[TASK DESCRIPTION]
The records below are to be returned exactly as written, minus their pictures.

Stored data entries
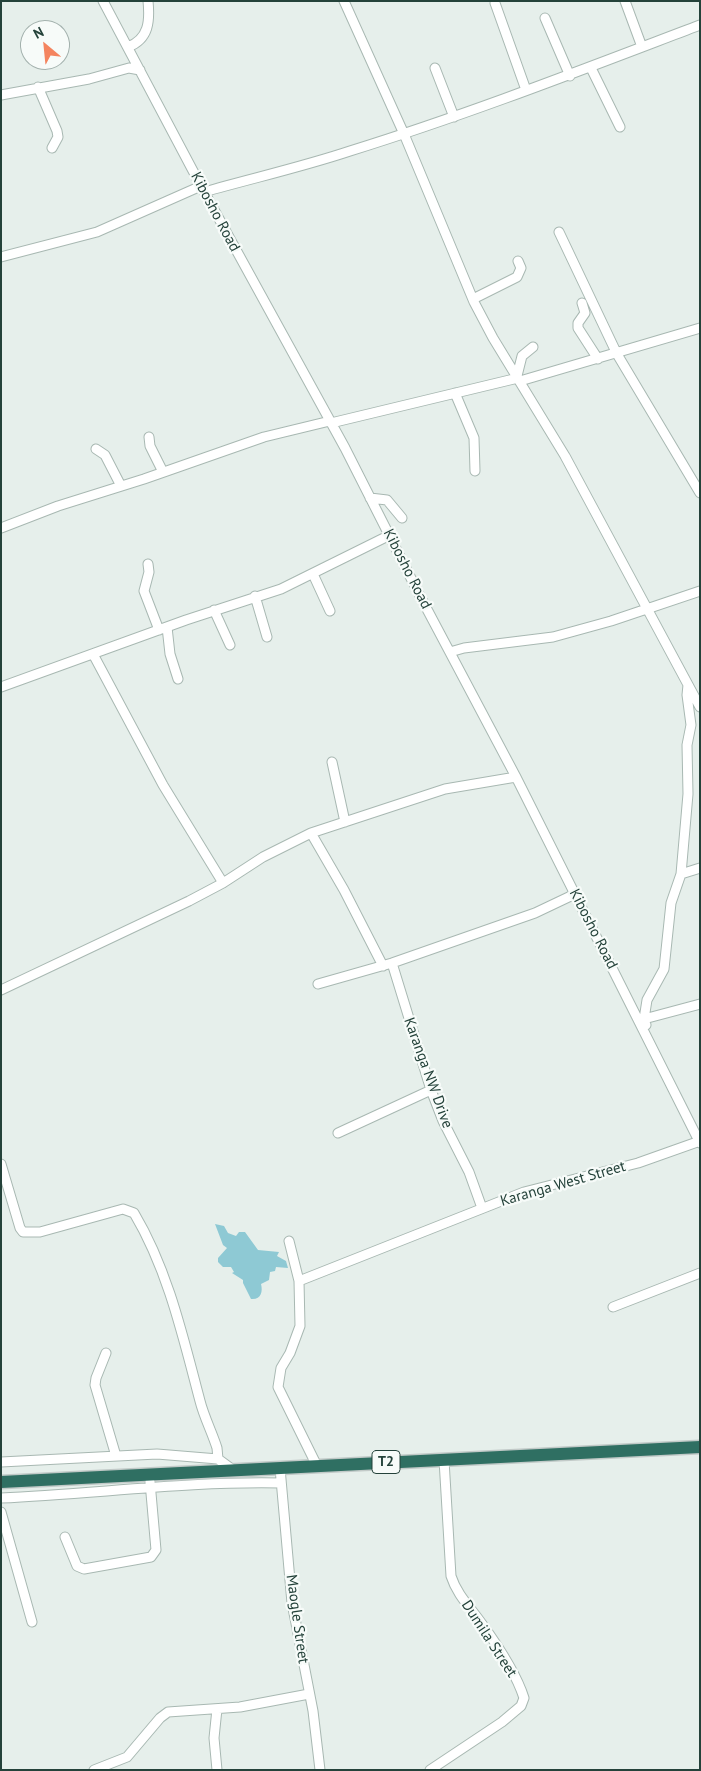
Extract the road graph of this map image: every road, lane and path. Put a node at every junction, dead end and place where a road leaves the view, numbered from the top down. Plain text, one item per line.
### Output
1 (103, 1) edge
2 (148, 1) edge
3 (344, 1) edge
4 (625, 1) edge
5 (495, 2) dead end
6 (545, 18) dead end
7 (700, 25) edge
8 (128, 47) junction
9 (642, 47) junction
10 (435, 68) dead end
11 (591, 68) junction
12 (140, 70) junction
13 (570, 76) junction
14 (38, 87) junction
15 (526, 90) junction
16 (1, 95) edge
17 (454, 117) junction
18 (620, 127) dead end
19 (404, 134) junction
20 (52, 148) dead end
21 (203, 189) junction
22 (559, 232) dead end
23 (1, 257) edge
24 (518, 261) dead end
25 (473, 299) junction
26 (582, 303) dead end
27 (700, 328) edge
28 (533, 347) dead end
29 (617, 354) junction
30 (598, 359) junction
31 (518, 378) junction
32 (455, 393) junction
33 (331, 422) junction
34 (149, 437) dead end
35 (96, 449) dead end
36 (475, 471) dead end
37 (163, 472) junction
38 (121, 486) junction
39 (700, 493) edge
40 (370, 498) junction
41 (402, 518) dead end
42 (1, 528) edge
43 (390, 535) junction
44 (148, 564) dead end
45 (313, 574) junction
46 (700, 591) edge
47 (255, 596) junction
48 (648, 608) junction
49 (214, 610) junction
50 (330, 611) dead end
51 (163, 628) junction
52 (267, 637) dead end
53 (230, 645) dead end
54 (450, 652) junction
55 (93, 654) junction
56 (178, 679) dead end
57 (688, 684) junction
58 (1, 687) edge
59 (700, 707) edge
60 (332, 762) dead end
61 (516, 777) junction
62 (345, 822) junction
63 (311, 833) junction
64 (700, 868) edge
65 (680, 874) junction
66 (224, 883) junction
67 (575, 894) junction
68 (388, 964) junction
69 (318, 984) dead end
70 (1, 990) edge
71 (700, 1004) edge
72 (644, 1019) junction
73 (664, 1072) junction
74 (431, 1090) junction
75 (338, 1133) dead end
76 (700, 1142) edge
77 (1, 1164) edge
78 (482, 1208) junction
79 (289, 1241) dead end
80 (700, 1273) edge
81 (299, 1281) junction
82 (613, 1307) dead end
83 (106, 1353) dead end
84 (700, 1447) edge
85 (116, 1456) junction
86 (218, 1459) junction
87 (444, 1460) junction
88 (1, 1462) edge
89 (317, 1466) junction
90 (280, 1468) junction
91 (233, 1470) junction
92 (150, 1480) junction
93 (1, 1482) edge
94 (281, 1483) junction
95 (1, 1498) edge
96 (1, 1512) edge
97 (65, 1537) dead end
98 (32, 1622) dead end
99 (309, 1694) junction
100 (216, 1709) junction
101 (94, 1770) edge
102 (217, 1770) edge
103 (320, 1770) edge
104 (430, 1770) edge

1 - 8 street, Kibosho Road
2 - 8 street
3 - 19 street
4 - 9 street
5 - 15 street
6 - 13 street
7 - 9 street
8 - 12 street, Kibosho Road
9 - 11 street
10 - 17 street
11 - 13 street
11 - 18 street
12 - 14 street
12 - 21 street, Kibosho Road
13 - 15 street
14 - 16 street
14 - 20 street
15 - 17 street
17 - 19 street
19 - 21 street
19 - 25 street
21 - 23 street
21 - 33 street, Kibosho Road
22 - 29 street
24 - 25 street
25 - 31 street
26 - 30 street
27 - 29 street
28 - 31 street
29 - 30 street
29 - 39 street
30 - 31 street
31 - 32 street
31 - 48 street
32 - 33 street
32 - 36 street
33 - 37 street
33 - 40 street, Kibosho Road
34 - 37 street
35 - 38 street
37 - 38 street
38 - 42 street
40 - 41 street
40 - 43 street, Kibosho Road
43 - 45 street
43 - 54 street, Kibosho Road
44 - 51 street
45 - 47 street
45 - 50 street
46 - 48 street
47 - 49 street
47 - 52 street
48 - 54 street
48 - 57 street
49 - 51 street
49 - 53 street
51 - 55 street
51 - 56 street
54 - 61 street, Kibosho Road
55 - 58 street
55 - 66 street
57 - 59 street
57 - 65 street
60 - 62 street
61 - 62 street
61 - 67 street, Kibosho Road
62 - 63 street
63 - 66 street
63 - 68 street, Karanga NW Drive
64 - 65 street
65 - 72 street
66 - 70 street
67 - 68 street
67 - 73 street, Kibosho Road
68 - 69 street
68 - 74 street, Karanga NW Drive
71 - 72 street
72 - 73 street
73 - 76 street, Kibosho Road
74 - 75 street
74 - 78 street, Karanga NW Drive
76 - 78 street, Karanga West Street
77 - 86 street
78 - 81 street, Karanga West Street
79 - 81 street
80 - 82 street
81 - 89 street
83 - 85 street
84 - 87 highway, T2
85 - 86 street
85 - 88 street
86 - 91 street
87 - 89 highway, T2
87 - 104 street, Dumila Street
89 - 90 highway, T2
90 - 91 highway, T2
90 - 94 street, Maogle Street
91 - 92 highway, T2
92 - 93 highway, T2
92 - 94 street
92 - 95 street
92 - 97 street
94 - 99 street, Maogle Street
96 - 98 street
99 - 100 street
99 - 103 street, Maogle Street
100 - 101 street
100 - 102 street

[ANSWER AREA]
Extract the road graph of this map image: every road, lane and path. Put a node at every junction, dead end and place where a road leaves the view, numbered from the top down. Plain text, one item per line.
### Output
1 (103, 1) edge
2 (148, 1) edge
3 (344, 1) edge
4 (625, 1) edge
5 (495, 2) dead end
6 (545, 18) dead end
7 (700, 25) edge
8 (128, 47) junction
9 (642, 47) junction
10 (435, 68) dead end
11 (591, 68) junction
12 (140, 70) junction
13 (570, 76) junction
14 (38, 87) junction
15 (526, 90) junction
16 (1, 95) edge
17 (454, 117) junction
18 (620, 127) dead end
19 (404, 134) junction
20 (52, 148) dead end
21 (203, 189) junction
22 (559, 232) dead end
23 (1, 257) edge
24 (518, 261) dead end
25 (473, 299) junction
26 (582, 303) dead end
27 (700, 328) edge
28 (533, 347) dead end
29 (617, 354) junction
30 (598, 359) junction
31 (518, 378) junction
32 (455, 393) junction
33 (331, 422) junction
34 (149, 437) dead end
35 (96, 449) dead end
36 (475, 471) dead end
37 (163, 472) junction
38 (121, 486) junction
39 (700, 493) edge
40 (370, 498) junction
41 (402, 518) dead end
42 (1, 528) edge
43 (390, 535) junction
44 (148, 564) dead end
45 (313, 574) junction
46 (700, 591) edge
47 (255, 596) junction
48 (648, 608) junction
49 (214, 610) junction
50 (330, 611) dead end
51 (163, 628) junction
52 (267, 637) dead end
53 (230, 645) dead end
54 (450, 652) junction
55 (93, 654) junction
56 (178, 679) dead end
57 (688, 684) junction
58 (1, 687) edge
59 (700, 707) edge
60 (332, 762) dead end
61 (516, 777) junction
62 (345, 822) junction
63 (311, 833) junction
64 (700, 868) edge
65 (680, 874) junction
66 (224, 883) junction
67 (575, 894) junction
68 (388, 964) junction
69 (318, 984) dead end
70 (1, 990) edge
71 (700, 1004) edge
72 (644, 1019) junction
73 (664, 1072) junction
74 (431, 1090) junction
75 (338, 1133) dead end
76 (700, 1142) edge
77 (1, 1164) edge
78 (482, 1208) junction
79 (289, 1241) dead end
80 (700, 1273) edge
81 (299, 1281) junction
82 (613, 1307) dead end
83 (106, 1353) dead end
84 (700, 1447) edge
85 (116, 1456) junction
86 (218, 1459) junction
87 (444, 1460) junction
88 (1, 1462) edge
89 (317, 1466) junction
90 (280, 1468) junction
91 (233, 1470) junction
92 (150, 1480) junction
93 (1, 1482) edge
94 (281, 1483) junction
95 (1, 1498) edge
96 (1, 1512) edge
97 (65, 1537) dead end
98 (32, 1622) dead end
99 (309, 1694) junction
100 (216, 1709) junction
101 (94, 1770) edge
102 (217, 1770) edge
103 (320, 1770) edge
104 (430, 1770) edge

1 - 8 street, Kibosho Road
2 - 8 street
3 - 19 street
4 - 9 street
5 - 15 street
6 - 13 street
7 - 9 street
8 - 12 street, Kibosho Road
9 - 11 street
10 - 17 street
11 - 13 street
11 - 18 street
12 - 14 street
12 - 21 street, Kibosho Road
13 - 15 street
14 - 16 street
14 - 20 street
15 - 17 street
17 - 19 street
19 - 21 street
19 - 25 street
21 - 23 street
21 - 33 street, Kibosho Road
22 - 29 street
24 - 25 street
25 - 31 street
26 - 30 street
27 - 29 street
28 - 31 street
29 - 30 street
29 - 39 street
30 - 31 street
31 - 32 street
31 - 48 street
32 - 33 street
32 - 36 street
33 - 37 street
33 - 40 street, Kibosho Road
34 - 37 street
35 - 38 street
37 - 38 street
38 - 42 street
40 - 41 street
40 - 43 street, Kibosho Road
43 - 45 street
43 - 54 street, Kibosho Road
44 - 51 street
45 - 47 street
45 - 50 street
46 - 48 street
47 - 49 street
47 - 52 street
48 - 54 street
48 - 57 street
49 - 51 street
49 - 53 street
51 - 55 street
51 - 56 street
54 - 61 street, Kibosho Road
55 - 58 street
55 - 66 street
57 - 59 street
57 - 65 street
60 - 62 street
61 - 62 street
61 - 67 street, Kibosho Road
62 - 63 street
63 - 66 street
63 - 68 street, Karanga NW Drive
64 - 65 street
65 - 72 street
66 - 70 street
67 - 68 street
67 - 73 street, Kibosho Road
68 - 69 street
68 - 74 street, Karanga NW Drive
71 - 72 street
72 - 73 street
73 - 76 street, Kibosho Road
74 - 75 street
74 - 78 street, Karanga NW Drive
76 - 78 street, Karanga West Street
77 - 86 street
78 - 81 street, Karanga West Street
79 - 81 street
80 - 82 street
81 - 89 street
83 - 85 street
84 - 87 highway, T2
85 - 86 street
85 - 88 street
86 - 91 street
87 - 89 highway, T2
87 - 104 street, Dumila Street
89 - 90 highway, T2
90 - 91 highway, T2
90 - 94 street, Maogle Street
91 - 92 highway, T2
92 - 93 highway, T2
92 - 94 street
92 - 95 street
92 - 97 street
94 - 99 street, Maogle Street
96 - 98 street
99 - 100 street
99 - 103 street, Maogle Street
100 - 101 street
100 - 102 street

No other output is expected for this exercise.